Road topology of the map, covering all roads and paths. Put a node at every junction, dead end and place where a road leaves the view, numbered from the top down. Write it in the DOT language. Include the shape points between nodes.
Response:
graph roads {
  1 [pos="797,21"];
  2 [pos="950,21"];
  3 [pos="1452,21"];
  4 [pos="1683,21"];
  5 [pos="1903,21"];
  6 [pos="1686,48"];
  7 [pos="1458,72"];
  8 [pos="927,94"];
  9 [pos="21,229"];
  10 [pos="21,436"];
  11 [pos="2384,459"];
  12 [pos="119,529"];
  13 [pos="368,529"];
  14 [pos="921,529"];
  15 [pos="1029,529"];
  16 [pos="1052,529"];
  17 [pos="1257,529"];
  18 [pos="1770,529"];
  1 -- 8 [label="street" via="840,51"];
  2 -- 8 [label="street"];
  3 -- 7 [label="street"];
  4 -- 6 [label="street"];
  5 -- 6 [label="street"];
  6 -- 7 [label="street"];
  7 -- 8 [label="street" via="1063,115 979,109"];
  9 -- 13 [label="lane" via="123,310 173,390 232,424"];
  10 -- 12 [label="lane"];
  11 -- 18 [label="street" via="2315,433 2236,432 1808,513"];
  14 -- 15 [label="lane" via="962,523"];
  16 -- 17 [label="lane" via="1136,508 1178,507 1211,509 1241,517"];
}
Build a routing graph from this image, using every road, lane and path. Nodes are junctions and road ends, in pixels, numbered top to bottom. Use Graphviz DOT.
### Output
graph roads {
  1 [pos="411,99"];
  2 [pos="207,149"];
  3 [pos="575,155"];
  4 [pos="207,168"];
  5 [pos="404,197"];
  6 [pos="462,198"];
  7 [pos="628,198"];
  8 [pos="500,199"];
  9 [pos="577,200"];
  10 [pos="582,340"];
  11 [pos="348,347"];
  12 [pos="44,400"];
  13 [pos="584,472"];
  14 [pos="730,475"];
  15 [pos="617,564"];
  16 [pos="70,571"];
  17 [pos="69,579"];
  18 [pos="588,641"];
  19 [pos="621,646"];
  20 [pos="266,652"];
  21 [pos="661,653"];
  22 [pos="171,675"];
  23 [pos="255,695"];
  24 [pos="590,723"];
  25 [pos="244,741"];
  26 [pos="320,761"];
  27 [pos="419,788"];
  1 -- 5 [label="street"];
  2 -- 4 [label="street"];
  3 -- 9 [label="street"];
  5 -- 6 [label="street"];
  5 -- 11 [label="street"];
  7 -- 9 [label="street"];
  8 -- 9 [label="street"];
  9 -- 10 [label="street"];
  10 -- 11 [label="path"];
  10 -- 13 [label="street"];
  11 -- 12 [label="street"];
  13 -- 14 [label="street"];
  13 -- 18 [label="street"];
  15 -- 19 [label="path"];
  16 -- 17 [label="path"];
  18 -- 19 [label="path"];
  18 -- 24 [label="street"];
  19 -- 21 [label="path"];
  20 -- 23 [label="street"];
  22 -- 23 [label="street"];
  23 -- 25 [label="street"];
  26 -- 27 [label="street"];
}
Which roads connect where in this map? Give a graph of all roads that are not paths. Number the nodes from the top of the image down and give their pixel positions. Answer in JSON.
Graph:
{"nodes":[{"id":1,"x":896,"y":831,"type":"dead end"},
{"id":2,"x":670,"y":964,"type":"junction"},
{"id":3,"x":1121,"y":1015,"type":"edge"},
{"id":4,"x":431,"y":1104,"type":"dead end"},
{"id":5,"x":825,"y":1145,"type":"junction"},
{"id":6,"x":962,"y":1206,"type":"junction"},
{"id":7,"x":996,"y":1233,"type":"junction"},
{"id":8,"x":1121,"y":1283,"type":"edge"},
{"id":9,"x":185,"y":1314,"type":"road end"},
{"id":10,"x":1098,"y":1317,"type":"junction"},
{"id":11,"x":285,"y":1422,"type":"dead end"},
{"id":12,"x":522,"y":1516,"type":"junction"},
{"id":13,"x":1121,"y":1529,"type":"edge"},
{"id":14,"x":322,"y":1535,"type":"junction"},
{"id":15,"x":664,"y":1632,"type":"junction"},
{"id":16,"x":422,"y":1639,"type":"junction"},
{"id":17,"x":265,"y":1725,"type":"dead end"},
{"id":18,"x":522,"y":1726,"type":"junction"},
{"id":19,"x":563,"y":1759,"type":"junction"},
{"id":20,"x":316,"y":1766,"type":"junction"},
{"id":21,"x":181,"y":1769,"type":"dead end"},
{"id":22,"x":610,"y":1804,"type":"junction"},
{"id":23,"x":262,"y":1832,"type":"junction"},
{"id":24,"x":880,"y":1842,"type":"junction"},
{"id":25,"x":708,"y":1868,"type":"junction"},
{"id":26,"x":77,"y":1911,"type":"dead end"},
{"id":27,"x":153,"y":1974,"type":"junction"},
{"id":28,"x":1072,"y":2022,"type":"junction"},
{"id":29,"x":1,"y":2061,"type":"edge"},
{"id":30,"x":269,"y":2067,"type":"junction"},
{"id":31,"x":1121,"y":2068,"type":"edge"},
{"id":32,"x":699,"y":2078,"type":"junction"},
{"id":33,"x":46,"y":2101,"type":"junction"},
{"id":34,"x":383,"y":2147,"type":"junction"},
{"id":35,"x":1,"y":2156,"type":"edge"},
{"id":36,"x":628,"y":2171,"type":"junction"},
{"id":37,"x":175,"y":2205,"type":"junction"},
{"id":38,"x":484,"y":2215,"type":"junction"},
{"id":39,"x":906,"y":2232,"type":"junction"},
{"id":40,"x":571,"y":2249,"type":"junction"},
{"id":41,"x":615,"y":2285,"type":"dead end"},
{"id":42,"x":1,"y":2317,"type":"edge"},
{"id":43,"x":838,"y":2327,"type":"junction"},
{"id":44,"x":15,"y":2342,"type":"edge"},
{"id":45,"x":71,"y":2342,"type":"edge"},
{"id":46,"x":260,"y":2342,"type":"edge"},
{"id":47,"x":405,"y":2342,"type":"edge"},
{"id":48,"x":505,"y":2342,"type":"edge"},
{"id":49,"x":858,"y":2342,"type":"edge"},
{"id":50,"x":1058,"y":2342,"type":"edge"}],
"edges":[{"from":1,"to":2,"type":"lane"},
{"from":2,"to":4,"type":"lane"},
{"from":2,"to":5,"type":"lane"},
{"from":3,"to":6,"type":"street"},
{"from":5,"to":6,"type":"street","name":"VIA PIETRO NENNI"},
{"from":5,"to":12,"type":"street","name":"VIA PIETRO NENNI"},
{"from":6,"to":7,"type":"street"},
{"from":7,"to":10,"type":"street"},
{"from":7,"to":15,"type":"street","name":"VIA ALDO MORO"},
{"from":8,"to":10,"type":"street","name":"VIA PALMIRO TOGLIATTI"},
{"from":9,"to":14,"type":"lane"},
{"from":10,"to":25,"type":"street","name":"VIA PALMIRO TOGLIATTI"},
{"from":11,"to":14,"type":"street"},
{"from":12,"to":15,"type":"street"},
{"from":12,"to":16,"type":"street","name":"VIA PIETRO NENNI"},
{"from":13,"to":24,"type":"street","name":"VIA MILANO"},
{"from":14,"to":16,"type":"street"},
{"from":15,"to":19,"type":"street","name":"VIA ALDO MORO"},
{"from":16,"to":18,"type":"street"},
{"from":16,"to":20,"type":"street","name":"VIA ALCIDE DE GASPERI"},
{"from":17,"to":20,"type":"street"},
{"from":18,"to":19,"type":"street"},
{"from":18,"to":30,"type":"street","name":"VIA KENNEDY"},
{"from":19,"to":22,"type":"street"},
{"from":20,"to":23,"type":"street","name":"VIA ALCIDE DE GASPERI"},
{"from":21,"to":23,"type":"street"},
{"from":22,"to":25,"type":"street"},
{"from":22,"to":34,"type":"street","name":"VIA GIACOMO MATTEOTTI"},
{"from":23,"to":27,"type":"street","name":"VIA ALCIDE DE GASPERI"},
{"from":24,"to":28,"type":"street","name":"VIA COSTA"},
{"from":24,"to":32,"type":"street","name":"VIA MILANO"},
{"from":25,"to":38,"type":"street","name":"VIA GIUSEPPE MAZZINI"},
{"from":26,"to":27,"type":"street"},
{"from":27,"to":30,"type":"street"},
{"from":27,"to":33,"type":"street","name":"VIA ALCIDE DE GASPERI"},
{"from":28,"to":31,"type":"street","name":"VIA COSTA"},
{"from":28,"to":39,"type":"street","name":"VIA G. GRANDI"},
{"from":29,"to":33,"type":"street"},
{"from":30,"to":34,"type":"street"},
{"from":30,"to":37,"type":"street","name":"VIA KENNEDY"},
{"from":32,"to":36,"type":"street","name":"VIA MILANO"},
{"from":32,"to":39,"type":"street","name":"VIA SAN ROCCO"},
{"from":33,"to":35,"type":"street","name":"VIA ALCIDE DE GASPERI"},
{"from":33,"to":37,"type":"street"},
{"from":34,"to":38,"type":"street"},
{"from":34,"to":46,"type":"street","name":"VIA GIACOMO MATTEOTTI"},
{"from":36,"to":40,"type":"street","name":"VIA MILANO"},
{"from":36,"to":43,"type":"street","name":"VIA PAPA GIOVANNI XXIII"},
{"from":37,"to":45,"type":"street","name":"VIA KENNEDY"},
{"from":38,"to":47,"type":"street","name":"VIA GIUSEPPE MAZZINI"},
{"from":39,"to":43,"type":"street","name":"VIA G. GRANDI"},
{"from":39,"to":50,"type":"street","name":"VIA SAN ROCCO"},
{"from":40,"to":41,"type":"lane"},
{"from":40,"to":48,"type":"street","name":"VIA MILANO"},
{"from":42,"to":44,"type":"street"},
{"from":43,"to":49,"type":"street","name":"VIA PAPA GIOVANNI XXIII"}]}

■ ■ ■ ■ ■ ■ ■

All lines from the opening of the listing above through the line that contains "Build a routing" should be given again exactly, and nothing more.

Road topology of the map, covering all roads and paths. Put a node at every junction, dead end and place where a road leaves the view, numbered from the top down. Write it in the DOT language. Include the shape points between nodes.
Response:
graph roads {
  1 [pos="797,21"];
  2 [pos="950,21"];
  3 [pos="1452,21"];
  4 [pos="1683,21"];
  5 [pos="1903,21"];
  6 [pos="1686,48"];
  7 [pos="1458,72"];
  8 [pos="927,94"];
  9 [pos="21,229"];
  10 [pos="21,436"];
  11 [pos="2384,459"];
  12 [pos="119,529"];
  13 [pos="368,529"];
  14 [pos="921,529"];
  15 [pos="1029,529"];
  16 [pos="1052,529"];
  17 [pos="1257,529"];
  18 [pos="1770,529"];
  1 -- 8 [label="street" via="840,51"];
  2 -- 8 [label="street"];
  3 -- 7 [label="street"];
  4 -- 6 [label="street"];
  5 -- 6 [label="street"];
  6 -- 7 [label="street"];
  7 -- 8 [label="street" via="1063,115 979,109"];
  9 -- 13 [label="lane" via="123,310 173,390 232,424"];
  10 -- 12 [label="lane"];
  11 -- 18 [label="street" via="2315,433 2236,432 1808,513"];
  14 -- 15 [label="lane" via="962,523"];
  16 -- 17 [label="lane" via="1136,508 1178,507 1211,509 1241,517"];
}
Build a routing graph from this image, using every road, lane and path. Nodes are junctions and road ends, in pixels, numbered top to bottom. Use Graphviz DOT.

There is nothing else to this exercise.